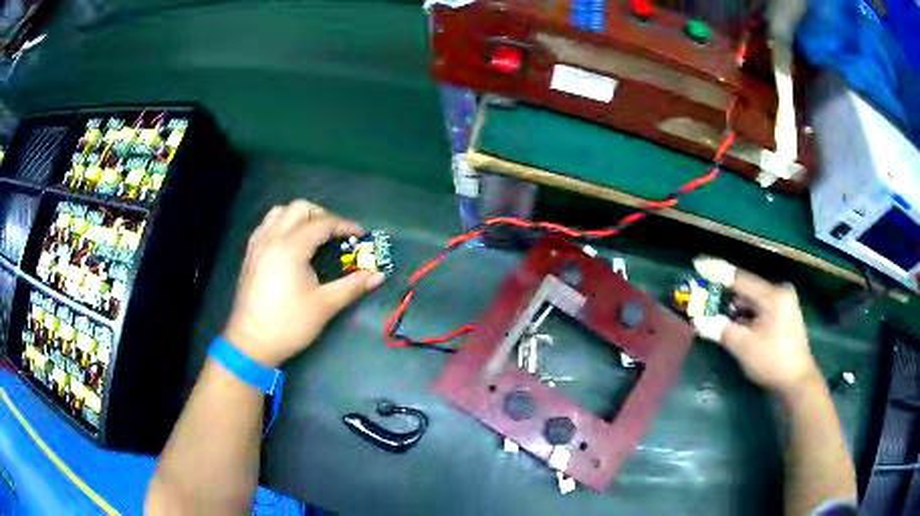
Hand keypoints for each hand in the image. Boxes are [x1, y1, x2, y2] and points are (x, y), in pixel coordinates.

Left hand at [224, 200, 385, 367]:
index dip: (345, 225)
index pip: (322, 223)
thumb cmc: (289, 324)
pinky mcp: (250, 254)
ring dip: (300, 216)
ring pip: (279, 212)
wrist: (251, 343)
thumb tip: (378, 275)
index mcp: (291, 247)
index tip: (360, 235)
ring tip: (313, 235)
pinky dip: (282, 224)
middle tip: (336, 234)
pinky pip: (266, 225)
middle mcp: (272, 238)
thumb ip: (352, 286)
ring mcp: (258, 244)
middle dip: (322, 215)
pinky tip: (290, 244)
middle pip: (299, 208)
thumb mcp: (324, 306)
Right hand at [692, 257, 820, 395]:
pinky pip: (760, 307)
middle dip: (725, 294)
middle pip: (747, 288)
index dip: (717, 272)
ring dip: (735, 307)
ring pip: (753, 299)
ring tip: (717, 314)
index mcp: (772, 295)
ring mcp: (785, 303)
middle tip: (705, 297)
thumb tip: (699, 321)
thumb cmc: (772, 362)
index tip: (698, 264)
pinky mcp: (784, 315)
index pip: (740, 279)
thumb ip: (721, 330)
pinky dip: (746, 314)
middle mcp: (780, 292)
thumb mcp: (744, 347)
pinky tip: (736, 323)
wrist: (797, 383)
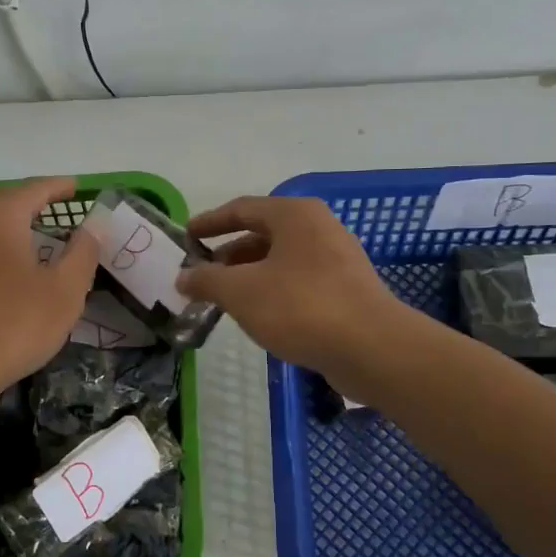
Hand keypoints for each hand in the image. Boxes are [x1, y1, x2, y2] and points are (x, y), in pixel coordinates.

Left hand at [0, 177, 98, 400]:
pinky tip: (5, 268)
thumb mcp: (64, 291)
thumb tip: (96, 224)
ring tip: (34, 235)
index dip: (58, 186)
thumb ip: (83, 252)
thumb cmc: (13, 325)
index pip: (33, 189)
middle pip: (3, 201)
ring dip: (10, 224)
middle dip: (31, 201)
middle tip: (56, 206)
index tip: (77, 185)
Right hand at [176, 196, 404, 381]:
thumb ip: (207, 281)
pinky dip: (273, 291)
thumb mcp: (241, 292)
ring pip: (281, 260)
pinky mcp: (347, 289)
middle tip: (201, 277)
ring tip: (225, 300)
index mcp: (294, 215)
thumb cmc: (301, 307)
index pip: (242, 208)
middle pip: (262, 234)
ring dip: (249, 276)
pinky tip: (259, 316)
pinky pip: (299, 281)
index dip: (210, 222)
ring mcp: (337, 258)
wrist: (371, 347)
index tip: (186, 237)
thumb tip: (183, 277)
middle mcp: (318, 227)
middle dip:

#### TASK OBJECTIVE
Look through the material above and print exactly the lines from the one containing "ring tip: (313, 235)" to the one containing "wrist: (797, 383)", both included, and nothing more.

#### TASK RESPONSE
ring tip: (313, 235)
pinky dip: (282, 224)
middle tip: (336, 234)
pinky pip: (266, 225)
middle mcp: (272, 238)
thumb ip: (352, 286)
ring mcp: (258, 244)
middle dip: (322, 215)
pinky tip: (290, 244)
middle pip: (299, 208)
thumb mcp: (324, 306)
Right hand at [692, 257, 820, 395]:
pinky pip: (760, 307)
middle dip: (725, 294)
middle pip: (747, 288)
index dip: (717, 272)
ring dip: (735, 307)
ring pip: (753, 299)
ring tip: (717, 314)
index mcp: (772, 295)
ring mcp: (785, 303)
middle tip: (705, 297)
thumb tip: (699, 321)
thumb cmc: (772, 362)
index tip: (698, 264)
pinky mcp: (784, 315)
index pip: (740, 279)
thumb ip: (721, 330)
pinky dip: (746, 314)
middle mcp: (780, 292)
thumb mcp: (744, 347)
pinky tip: (736, 323)
wrist: (797, 383)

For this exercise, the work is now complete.